◆ **Saved data entries**

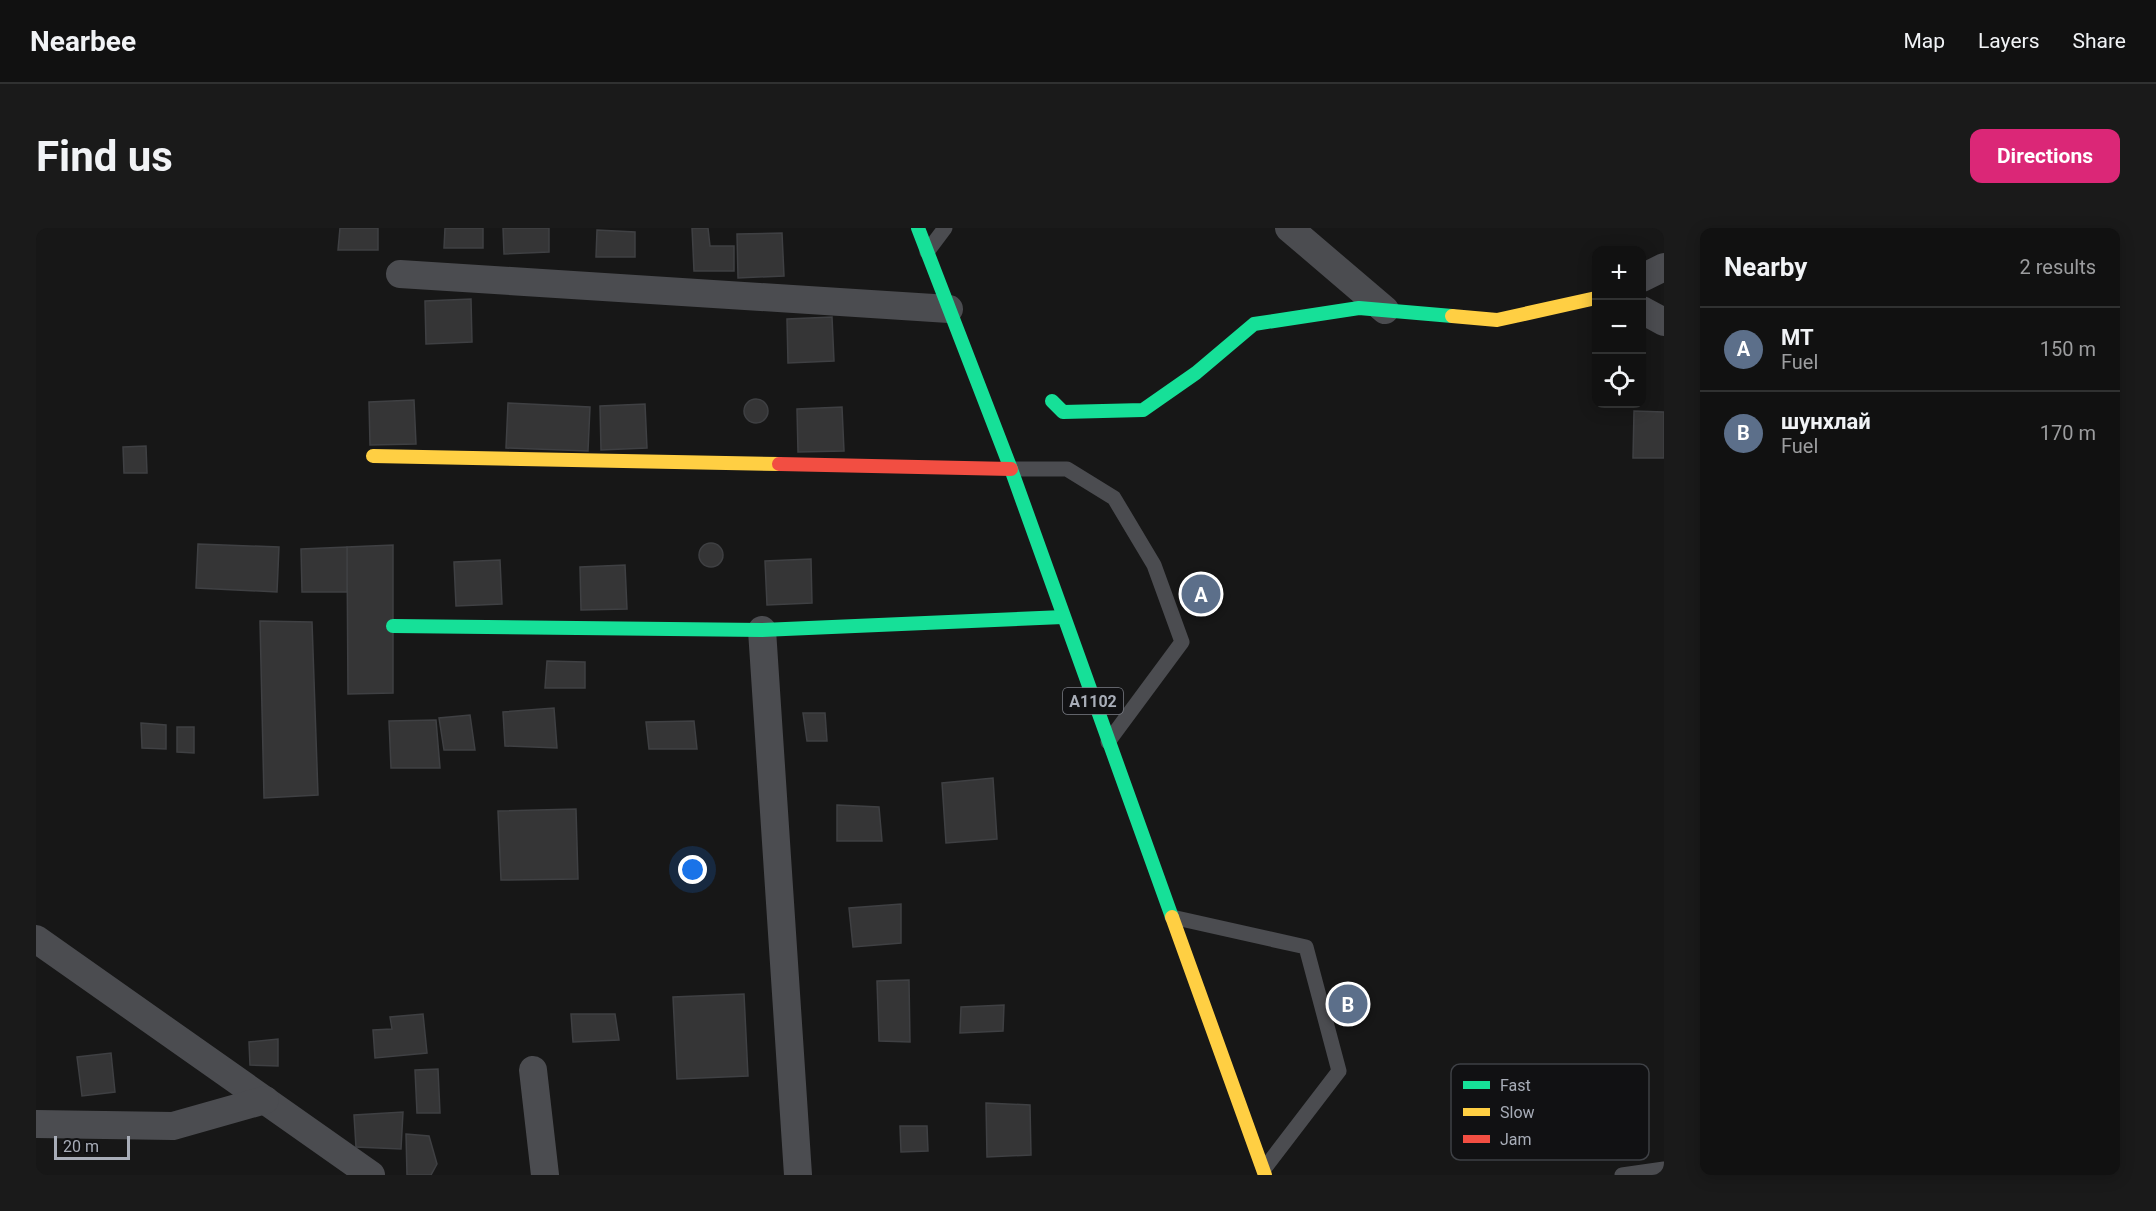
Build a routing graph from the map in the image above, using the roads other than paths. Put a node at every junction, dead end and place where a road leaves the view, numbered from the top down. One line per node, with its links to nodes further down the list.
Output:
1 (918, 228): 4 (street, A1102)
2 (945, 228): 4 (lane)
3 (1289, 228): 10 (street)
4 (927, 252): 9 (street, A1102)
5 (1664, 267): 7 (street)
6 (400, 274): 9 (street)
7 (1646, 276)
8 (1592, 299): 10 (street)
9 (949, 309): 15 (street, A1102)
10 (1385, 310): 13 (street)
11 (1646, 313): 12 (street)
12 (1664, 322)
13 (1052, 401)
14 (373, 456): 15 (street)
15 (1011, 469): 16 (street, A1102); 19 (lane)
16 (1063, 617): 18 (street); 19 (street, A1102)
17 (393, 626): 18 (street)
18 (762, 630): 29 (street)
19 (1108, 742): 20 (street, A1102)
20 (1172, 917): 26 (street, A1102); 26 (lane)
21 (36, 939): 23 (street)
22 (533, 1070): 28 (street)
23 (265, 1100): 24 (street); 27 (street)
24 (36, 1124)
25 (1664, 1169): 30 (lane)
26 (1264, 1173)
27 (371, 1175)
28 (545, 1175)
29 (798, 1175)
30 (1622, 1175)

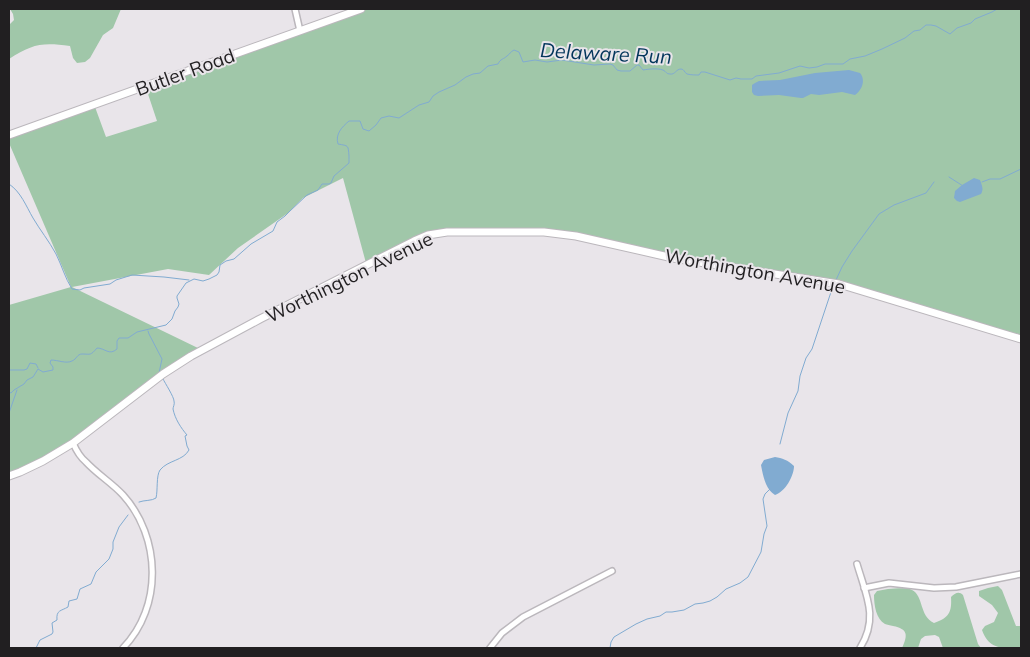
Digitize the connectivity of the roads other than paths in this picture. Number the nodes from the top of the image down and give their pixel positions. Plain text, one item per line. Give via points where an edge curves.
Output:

◆ **ASSIGNMENT**
Every line of the entries above that holds "roads" should be copied out.

◆ **RESULT FOR THIS EXERCISE**
Build a routing graph from the map in the image above, using the roads other than paths. Put a node at every junction, dead end and place where a road leaves the view, numbered from the top down. One line per node, with its links to nodes further down the list.
Digitize the connectivity of the roads other than paths in this picture. Number the nodes from the top of the image down and give their pixel positions. Plain text, one item per line. Give via points where an edge curves.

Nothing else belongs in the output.